International organizations are often disparaged as talking shops. That, among other things, is what they are and requires no apology. The UN contribution to the ideas and concepts that are the driving force of human progress, however, has been very largely ignored. Eleven years ago, Thomas Weiss joined up with Richard Jolly from Sussex University, who had worked for twenty years as a senior official in UNICEF and in the UN Development Program, and Louis Emmerij, a Dutch economist with wide experience in international organizations, to remedy this failing. They founded the United Nations Intellectual History Project.

This vast labor, supported by eight governments and seven foundations—but independent of the UN itself—covers the entire range of UN activity, and especially economic and social development, which has generally received far less attention than the more newsworthy field of international peace and security. Nine volumes (the last two are still to come) by individual experts cover the ideas and concepts that are central to UN activity.

These “topical studies” deal with such matters as statistics (Quantifying the World), the theory and practice of development, the UN and global political economy, progress on the status of women, human rights, preventive diplomacy, and transnational corporations and the UN. Four other volumes are more in the nature of syntheses, and another (UN Voices: The Struggle for Development and Social Justice) is based on carefully organized extracts from oral history interviews with individuals who have had an important part in contributing ideas to the UN over the years.
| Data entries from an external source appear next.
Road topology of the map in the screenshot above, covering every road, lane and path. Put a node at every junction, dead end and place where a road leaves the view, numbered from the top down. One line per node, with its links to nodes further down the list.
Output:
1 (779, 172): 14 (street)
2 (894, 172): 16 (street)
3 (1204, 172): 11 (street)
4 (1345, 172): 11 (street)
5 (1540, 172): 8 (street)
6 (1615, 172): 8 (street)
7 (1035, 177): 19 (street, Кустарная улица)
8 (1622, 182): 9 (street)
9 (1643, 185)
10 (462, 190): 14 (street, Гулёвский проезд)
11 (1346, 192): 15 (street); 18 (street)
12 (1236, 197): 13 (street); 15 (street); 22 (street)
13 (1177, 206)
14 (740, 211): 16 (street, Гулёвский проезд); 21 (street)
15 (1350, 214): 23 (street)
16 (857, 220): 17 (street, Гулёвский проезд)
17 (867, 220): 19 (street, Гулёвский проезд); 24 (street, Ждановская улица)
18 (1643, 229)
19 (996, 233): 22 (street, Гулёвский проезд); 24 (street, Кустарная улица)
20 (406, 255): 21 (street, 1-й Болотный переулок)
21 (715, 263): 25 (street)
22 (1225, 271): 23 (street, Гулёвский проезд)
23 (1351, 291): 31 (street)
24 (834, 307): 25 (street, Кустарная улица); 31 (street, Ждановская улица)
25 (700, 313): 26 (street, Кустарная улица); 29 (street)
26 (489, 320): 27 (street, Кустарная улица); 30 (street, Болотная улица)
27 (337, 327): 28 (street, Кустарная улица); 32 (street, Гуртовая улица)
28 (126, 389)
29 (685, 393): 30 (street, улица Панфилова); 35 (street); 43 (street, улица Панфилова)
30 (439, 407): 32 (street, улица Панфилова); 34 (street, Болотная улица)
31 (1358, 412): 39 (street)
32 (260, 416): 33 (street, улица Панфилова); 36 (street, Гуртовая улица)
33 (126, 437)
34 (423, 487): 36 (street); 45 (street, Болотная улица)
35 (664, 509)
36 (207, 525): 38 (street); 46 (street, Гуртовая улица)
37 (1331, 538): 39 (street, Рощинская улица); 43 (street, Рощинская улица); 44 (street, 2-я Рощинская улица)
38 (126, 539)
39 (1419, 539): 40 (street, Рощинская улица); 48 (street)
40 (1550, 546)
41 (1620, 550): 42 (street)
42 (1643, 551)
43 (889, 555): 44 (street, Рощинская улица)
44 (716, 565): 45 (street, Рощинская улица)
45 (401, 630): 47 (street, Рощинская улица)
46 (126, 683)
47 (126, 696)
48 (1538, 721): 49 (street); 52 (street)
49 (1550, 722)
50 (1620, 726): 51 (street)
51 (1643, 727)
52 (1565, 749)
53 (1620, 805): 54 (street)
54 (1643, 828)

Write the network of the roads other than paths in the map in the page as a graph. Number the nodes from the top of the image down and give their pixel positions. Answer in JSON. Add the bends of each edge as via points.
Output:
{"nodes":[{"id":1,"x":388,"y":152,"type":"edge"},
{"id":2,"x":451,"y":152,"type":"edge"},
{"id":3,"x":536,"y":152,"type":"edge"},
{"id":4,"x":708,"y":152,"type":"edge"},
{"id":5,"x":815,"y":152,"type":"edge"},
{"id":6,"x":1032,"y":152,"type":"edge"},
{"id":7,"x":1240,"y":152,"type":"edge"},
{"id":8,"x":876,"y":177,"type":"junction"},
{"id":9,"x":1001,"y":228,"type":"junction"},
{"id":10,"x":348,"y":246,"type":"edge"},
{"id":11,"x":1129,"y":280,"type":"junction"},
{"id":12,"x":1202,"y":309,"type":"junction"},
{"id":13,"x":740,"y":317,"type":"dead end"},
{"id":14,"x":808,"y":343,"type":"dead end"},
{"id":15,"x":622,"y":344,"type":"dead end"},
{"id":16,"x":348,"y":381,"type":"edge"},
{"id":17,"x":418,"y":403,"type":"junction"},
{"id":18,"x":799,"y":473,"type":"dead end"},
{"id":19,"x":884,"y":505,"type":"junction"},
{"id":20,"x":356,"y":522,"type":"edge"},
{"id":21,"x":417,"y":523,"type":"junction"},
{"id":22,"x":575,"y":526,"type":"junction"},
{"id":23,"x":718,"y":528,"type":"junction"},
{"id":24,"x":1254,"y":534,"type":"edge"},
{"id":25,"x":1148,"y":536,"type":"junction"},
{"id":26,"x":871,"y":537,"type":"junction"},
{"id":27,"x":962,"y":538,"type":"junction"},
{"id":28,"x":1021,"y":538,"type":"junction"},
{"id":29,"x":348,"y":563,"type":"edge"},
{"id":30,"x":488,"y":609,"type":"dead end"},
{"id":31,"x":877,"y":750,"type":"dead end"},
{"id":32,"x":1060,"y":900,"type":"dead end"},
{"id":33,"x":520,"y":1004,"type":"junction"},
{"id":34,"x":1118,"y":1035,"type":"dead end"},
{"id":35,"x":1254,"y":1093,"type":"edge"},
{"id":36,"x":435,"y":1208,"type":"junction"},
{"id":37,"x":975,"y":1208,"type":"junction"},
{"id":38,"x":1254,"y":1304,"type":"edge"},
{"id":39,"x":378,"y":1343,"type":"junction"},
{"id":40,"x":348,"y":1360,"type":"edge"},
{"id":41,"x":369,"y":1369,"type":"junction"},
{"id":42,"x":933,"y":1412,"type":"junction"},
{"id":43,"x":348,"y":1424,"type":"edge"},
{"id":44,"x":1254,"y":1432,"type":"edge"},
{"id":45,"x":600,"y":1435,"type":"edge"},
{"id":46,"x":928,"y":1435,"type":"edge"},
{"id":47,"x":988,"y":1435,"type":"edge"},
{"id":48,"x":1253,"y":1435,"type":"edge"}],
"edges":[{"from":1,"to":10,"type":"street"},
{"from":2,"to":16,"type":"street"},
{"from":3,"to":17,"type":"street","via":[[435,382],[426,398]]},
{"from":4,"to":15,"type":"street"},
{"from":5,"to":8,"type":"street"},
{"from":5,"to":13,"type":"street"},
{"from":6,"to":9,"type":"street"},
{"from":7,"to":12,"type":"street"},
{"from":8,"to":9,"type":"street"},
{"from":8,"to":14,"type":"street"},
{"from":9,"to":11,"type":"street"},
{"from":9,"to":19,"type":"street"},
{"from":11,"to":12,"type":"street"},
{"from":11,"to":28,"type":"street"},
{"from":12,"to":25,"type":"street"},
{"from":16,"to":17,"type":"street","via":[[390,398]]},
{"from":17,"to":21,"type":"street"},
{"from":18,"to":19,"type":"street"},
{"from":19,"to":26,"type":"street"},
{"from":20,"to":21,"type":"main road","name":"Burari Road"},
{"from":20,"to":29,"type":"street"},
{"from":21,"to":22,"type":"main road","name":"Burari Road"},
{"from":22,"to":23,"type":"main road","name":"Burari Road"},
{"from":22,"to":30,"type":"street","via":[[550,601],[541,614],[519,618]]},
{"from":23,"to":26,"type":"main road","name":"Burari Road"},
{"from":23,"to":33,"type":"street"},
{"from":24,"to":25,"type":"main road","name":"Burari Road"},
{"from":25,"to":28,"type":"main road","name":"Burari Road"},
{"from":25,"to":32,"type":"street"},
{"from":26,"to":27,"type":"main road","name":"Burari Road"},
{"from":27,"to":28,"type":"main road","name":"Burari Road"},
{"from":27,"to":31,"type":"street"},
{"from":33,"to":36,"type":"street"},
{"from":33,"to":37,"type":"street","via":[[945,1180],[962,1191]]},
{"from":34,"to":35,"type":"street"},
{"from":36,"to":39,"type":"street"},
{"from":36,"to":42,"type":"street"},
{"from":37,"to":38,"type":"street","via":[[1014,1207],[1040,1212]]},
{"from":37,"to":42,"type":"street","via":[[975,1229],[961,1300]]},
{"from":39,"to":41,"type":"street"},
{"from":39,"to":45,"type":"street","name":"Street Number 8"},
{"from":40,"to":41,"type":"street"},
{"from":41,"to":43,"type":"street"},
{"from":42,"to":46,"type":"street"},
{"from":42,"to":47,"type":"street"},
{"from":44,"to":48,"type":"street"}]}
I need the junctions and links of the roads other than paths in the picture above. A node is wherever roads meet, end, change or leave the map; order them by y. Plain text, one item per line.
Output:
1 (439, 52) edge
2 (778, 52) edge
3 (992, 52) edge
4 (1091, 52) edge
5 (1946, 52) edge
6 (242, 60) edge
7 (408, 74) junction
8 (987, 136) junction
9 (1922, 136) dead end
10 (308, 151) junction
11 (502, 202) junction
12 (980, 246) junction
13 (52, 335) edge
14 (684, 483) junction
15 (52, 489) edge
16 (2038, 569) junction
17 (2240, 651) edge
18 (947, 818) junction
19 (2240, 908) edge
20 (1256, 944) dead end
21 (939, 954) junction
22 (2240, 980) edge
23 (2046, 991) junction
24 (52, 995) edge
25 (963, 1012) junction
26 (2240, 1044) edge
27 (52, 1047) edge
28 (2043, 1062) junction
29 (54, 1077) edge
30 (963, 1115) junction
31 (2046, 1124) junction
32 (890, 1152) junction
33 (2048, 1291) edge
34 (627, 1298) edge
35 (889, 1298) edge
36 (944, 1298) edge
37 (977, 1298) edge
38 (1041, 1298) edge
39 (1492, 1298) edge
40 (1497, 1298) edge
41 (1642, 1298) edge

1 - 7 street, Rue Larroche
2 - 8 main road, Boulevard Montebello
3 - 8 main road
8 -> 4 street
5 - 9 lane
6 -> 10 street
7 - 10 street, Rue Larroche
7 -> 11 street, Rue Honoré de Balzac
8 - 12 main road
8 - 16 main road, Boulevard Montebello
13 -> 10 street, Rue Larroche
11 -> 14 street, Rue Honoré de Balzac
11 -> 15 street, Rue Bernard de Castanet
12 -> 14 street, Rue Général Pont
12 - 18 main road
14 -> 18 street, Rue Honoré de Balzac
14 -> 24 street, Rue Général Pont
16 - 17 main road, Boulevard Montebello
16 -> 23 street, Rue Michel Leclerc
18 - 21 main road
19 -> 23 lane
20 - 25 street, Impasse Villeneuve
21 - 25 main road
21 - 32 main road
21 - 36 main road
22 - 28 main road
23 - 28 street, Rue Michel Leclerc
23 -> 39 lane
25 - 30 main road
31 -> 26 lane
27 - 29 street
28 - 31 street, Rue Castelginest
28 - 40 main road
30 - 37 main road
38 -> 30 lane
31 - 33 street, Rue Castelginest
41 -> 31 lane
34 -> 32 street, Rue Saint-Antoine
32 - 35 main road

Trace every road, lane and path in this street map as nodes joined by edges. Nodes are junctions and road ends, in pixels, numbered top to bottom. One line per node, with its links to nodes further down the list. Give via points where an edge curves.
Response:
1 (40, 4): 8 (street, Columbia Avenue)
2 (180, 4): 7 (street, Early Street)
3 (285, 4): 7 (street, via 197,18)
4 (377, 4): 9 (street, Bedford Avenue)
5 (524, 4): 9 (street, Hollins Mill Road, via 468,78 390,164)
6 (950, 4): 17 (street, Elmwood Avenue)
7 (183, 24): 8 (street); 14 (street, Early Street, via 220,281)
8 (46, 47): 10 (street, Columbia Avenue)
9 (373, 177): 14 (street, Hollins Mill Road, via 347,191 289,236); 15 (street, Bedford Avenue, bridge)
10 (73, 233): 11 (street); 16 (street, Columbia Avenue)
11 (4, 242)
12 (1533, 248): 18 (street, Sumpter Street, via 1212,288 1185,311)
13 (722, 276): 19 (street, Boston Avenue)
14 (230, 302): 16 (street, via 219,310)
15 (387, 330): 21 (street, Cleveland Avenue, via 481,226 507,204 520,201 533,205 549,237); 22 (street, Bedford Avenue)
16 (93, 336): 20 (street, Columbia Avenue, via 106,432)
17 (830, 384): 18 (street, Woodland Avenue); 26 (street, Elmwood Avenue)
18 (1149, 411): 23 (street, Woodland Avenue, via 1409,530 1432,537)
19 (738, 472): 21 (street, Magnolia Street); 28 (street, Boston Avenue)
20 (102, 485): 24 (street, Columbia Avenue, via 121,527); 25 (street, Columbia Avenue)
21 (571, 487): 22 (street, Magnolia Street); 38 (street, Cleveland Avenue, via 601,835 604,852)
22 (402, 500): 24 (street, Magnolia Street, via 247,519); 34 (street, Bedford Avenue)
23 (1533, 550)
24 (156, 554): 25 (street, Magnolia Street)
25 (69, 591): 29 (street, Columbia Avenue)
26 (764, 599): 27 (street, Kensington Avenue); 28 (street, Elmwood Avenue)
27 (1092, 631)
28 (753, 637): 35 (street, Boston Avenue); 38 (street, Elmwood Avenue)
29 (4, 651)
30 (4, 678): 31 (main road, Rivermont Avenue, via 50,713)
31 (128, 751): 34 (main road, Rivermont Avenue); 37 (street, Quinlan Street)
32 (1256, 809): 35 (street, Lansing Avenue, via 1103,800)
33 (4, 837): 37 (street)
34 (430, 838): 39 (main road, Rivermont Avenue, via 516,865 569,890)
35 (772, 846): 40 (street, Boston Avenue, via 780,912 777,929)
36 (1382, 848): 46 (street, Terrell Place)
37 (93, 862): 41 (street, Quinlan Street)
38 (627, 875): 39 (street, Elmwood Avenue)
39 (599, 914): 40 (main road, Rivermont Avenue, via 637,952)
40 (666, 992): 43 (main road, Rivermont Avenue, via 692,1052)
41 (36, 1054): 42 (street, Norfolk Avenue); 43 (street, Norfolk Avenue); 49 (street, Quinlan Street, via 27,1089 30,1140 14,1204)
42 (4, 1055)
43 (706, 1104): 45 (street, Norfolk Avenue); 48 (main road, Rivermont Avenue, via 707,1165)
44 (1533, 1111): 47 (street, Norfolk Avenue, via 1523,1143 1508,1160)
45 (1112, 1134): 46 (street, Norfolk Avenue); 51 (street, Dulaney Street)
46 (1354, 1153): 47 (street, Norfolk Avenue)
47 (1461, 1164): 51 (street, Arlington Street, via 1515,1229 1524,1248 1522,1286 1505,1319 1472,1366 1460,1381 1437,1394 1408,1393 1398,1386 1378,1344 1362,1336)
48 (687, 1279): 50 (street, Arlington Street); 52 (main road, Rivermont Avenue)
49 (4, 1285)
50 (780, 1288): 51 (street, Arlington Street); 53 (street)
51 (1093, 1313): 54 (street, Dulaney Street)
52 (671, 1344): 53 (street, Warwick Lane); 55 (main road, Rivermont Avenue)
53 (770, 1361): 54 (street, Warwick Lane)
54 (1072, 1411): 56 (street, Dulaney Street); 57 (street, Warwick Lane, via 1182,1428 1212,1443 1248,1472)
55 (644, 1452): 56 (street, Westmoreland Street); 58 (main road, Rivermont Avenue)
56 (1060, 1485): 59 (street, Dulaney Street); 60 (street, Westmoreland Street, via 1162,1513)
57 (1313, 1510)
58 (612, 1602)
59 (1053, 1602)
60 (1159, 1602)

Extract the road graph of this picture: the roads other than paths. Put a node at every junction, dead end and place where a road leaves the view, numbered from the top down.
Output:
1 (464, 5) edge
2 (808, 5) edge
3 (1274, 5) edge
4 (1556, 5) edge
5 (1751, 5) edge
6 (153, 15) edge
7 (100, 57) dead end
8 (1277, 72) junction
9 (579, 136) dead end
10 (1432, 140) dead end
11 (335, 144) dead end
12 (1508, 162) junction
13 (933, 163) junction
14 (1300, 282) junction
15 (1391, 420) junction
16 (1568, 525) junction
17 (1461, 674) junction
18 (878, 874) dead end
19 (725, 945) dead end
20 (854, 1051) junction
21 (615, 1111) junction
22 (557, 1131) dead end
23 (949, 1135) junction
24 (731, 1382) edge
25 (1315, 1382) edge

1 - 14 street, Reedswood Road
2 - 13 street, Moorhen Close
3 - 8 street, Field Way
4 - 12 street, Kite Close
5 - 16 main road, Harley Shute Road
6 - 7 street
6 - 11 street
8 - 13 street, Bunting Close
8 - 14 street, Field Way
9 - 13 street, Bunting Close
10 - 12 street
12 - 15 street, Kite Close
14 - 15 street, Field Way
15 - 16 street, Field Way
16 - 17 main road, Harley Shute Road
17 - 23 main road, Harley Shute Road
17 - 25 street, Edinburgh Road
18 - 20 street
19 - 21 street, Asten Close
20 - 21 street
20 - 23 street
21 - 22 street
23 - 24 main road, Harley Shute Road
The final volume (UN Ideas That Changed the World) gives an overall evaluation of the entire project. These studies will stand as an invaluable work of reference on important parts of the UN’s agenda that are mostly not well known (although it may be observed that the UN’s work so far has been acknowledged by twenty-three Nobel Prizes).

UN Ideas That Changed the World provides a telling account of ideas in action. In the chapter on “Peace and Security,” for example, the concept of preventive diplomacy is illustrated by a succinct but dramatic account of UN Secretary-General U Thant’s little-known but essential contribution to the defusing of the Cuban missile crisis, history’s most dangerous confrontation.

5.

It is often said that the United Nations is becoming marginalized in the affairs of a globalized world. The very large global threats to the preservation—even the survival—of organized life on the planet demand a much more authoritative global organization than has hitherto been thought necessary. The UN lives to a considerable extent in a political past when independent national sovereignty was the gold standard of international affairs. That the organization is to some extent an anachronism, however, is not what its member governments discuss when they consider reform. What is needed now is not to abolish national sovereignty but to reconcile it with the demands of human survival and decency in the astonishingly dangerous world we have absentmindedly created.

Great organizations or movements do not thrive without leadership of the highest order. In the outside world the search for the best possible leader and the most competent possible workers is a major priority, and much effort and resources are devoted to it. In the UN this is not the case. Those most responsible for selecting the secretary-general, for instance, are likely to explain that the selection is an “intensely political decision” and therefore the main preoccupation is not with finding the best possible person. As a result of this approach, the organization can pay a very high price in inadequate performance and loss of respect and authority.

If organized life on the planet is indeed seriously threatened by even one of the often cited potential global catastrophes, it is all the more surprising that UN members are not trying to upgrade the world organization to a level at which it could be a leading, even a decisive, influence in managing global problems. If such an effort involves sensitive and fundamental political questions, the stakes are now surely high enough for nations to take that risk.